Les chambres secrètes du musée de Carthage
« Après avoir terminé mes cours d’arabe, j’ai rencontré le directeur du musée archéologique de Carthage et je lui ai offert mes services en tant que bénévole. Je suis arrivée pile car son adjointe est responsable de plein de choses y compris d’une publication (en français) qui fait état des fouilles effectuées durant l’année. Donc j’ai hérité en partie de cette publication. Ce qui m’a amené à assister à plusieurs rencontres entre archéologues. C’est fascinant. Ils font des présentations, discutent entre eux, se donnent divers conseils sur l’identification d’une pièce ou sur sa datation. C’est comme une enquête policière. Quand il s’agit de poterie, ils se laissent guider par les formes, les couleurs, les anses. Mais il y a nombre de problèmes qui ne sont pas résolus. Tout le monde est passé à Carthage : les Phéniciens, les Romains, les Vandales... Il y a de nombreuses villes superposées sous la ville actuelle, la ville active. Et les pelles mécaniques sont plus rapides que les archéologues qui travaillent à la petite cuillère. Donc il y a souvent des conflits entre les besoins d’expansion de la cité et la volonté de préserver les trésors du passé.
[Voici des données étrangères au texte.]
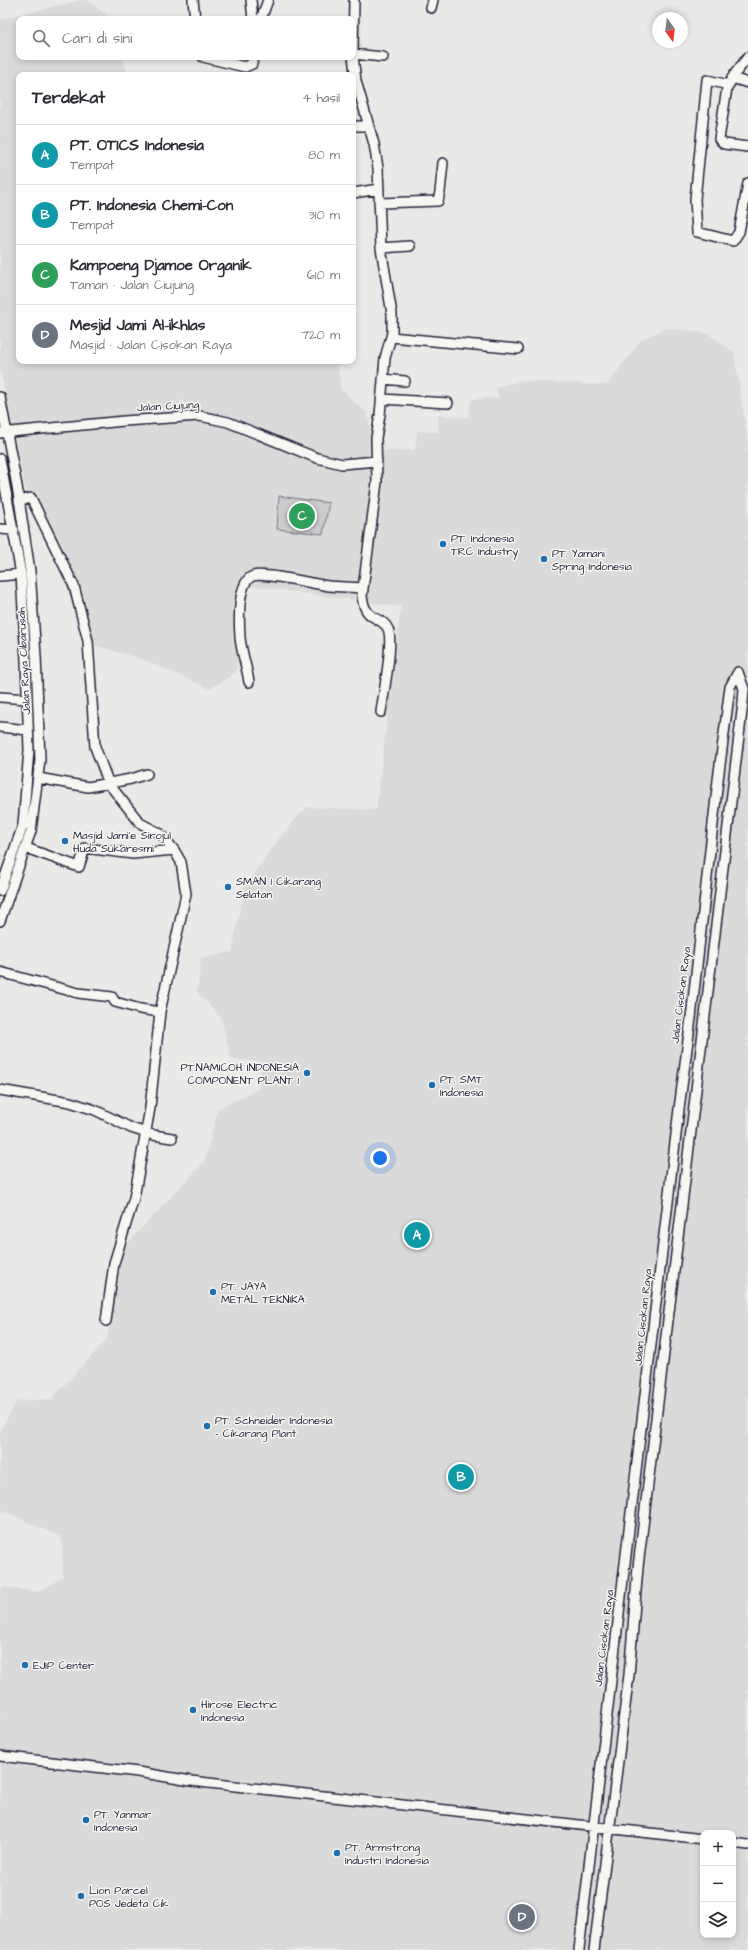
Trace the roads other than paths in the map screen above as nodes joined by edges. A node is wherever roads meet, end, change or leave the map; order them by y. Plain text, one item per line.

« Je fais aussi autre chose au musée. Il y a là deux immenses pièces - pas des petits placards, de vraies grandes pièces - remplies du plancher au plafond de documents qui datent d’aussi loin que 1880. La Tunisie était alors un protectorat français et les Père Blancs s’y étaient installés. Ce sont eux qui ont initié les grandes fouilles archéologiques - bien qu’ils aient été précédés de petites équipes isolées. Donc il faut inventorier et classer les archives qu’ils ont laissées, et aussi celles de toutes les équipes françaises, anglaises, allemandes, canadiennes et autres qui sont venues travailler ultérieurement à Carthage. Il y a là-dedans des croquis, des rapports, des photos, des plans... Pierre se bidonne : ‘Toi qui aime cela organiser, ordonner, classifier, tu as là le défi de ta vie !’ J’ai reçu carte blanche et je songe à la manière dont je vais m’y prendre. L’idéal serait de créer en même temps une banque de données mais le musée manque cruellement de personnel qualifié et de ressources matérielles. Je suis donc à me creuser le coco pour trouver par quel bout prendre le problème et pour suggérer des façons de faire. Je trouve le challenge extrêmement intéressant.
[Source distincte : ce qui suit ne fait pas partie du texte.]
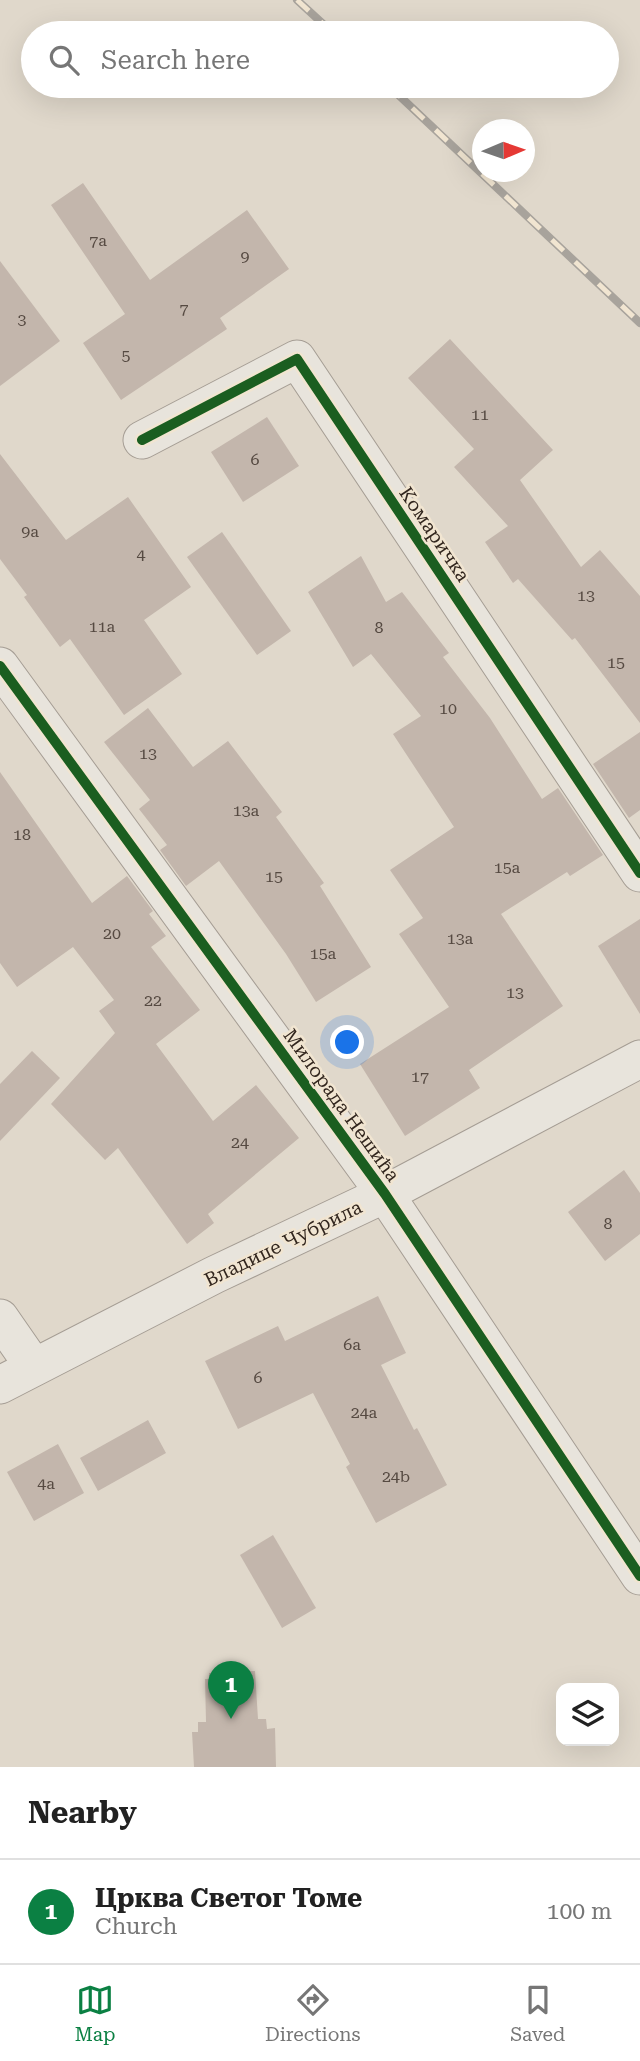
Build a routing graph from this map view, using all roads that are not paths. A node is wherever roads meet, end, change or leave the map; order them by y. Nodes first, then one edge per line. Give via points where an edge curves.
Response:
1 (142, 440) dead end
2 (0, 666) edge
3 (640, 873) edge
4 (640, 1059) edge
5 (384, 1194) junction
6 (0, 1318) edge
7 (34, 1367) junction
8 (0, 1385) edge
9 (640, 1576) edge

1 - 3 street, Комаричка via 297,359
2 - 5 street, Милорада Нешића
4 - 5 street, Владице Чубрила
5 - 7 street, Владице Чубрила
5 - 9 street, Милорада Нешића
6 - 7 street
7 - 8 street, Владице Чубрила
« Mais ce n’est pas à cela que je songe tous les matins en montant au musée par le chemin qui longe la mer. Je me laisse plutôt envahir par la magie des lieux car à Carthage, on côtoie partout l’Histoire. »
Tunis Accueil
« Au printemps, par hasard, je suis tombée sur une « talle » de Françaises qui faisaient partie de Tunis Accueil, une sorte d’association qui offre des tas de services aux expatriés. C’est aussi un lieu d’entraide. Si tu t’ennuies, si tu cherches un médecin ou une bonne école pour tes enfants, Tunis Accueil essaie de t’aider. Comme j’avais envie de « gigoter », j’ai manifesté le désir de me rendre utile et j’ai été nommée sur-le-champ secrétaire générale. Le titre ne veut rien dire, personne ne voulait le poste ! Concrètement, je participe aux réunions d’organisation des activités (visites, conférences, fêtes, rallye, etc) mais surtout je suis en charge de la production du bulletin trimestriel. C’est bien, je ne perds pas la main. Le premier numéro est sorti en septembre, le deuxième en janvier. Mais il a fallu peaufiner la mise en page et courir après le monde qui devait remettre des textes. Air bien connu ! »
Et le reste
Et puis la conversation s’est poursuivie longuement. Colette m’a raconté la senteur des jasmins et des citronniers de son jardin, la beauté des orangeraies et les arrivages des primeurs, le prix du pain, la couleur de la lumière, ses week-ends dans le Sud et ses soupers romantiques à La Goulette, le goût du poisson frais de la Méditerranée, celui des tajines et des pêches blanches et plates, les 50°C de l’été (on a l’impression d’ouvrir la porte du four lorsqu’on quitte les pièces climatisées !!!) et les 5°C humides de l’hiver, la journée de travail qui se termine à 13 heures pendant le mois du Ramadan, le rythme lent de la vie, le code vestimentaire, le gouvernement, la censure, les grands hôtels, la situation des femmes, son habileté croissante à marchander, ses comptoirs de cuisine en marbre, son admiration pour le grand réformateur que fut Bourguiba, bref, une conversation à bâtons rompus entre deux amies heureuses de se revoir après une année de séparation.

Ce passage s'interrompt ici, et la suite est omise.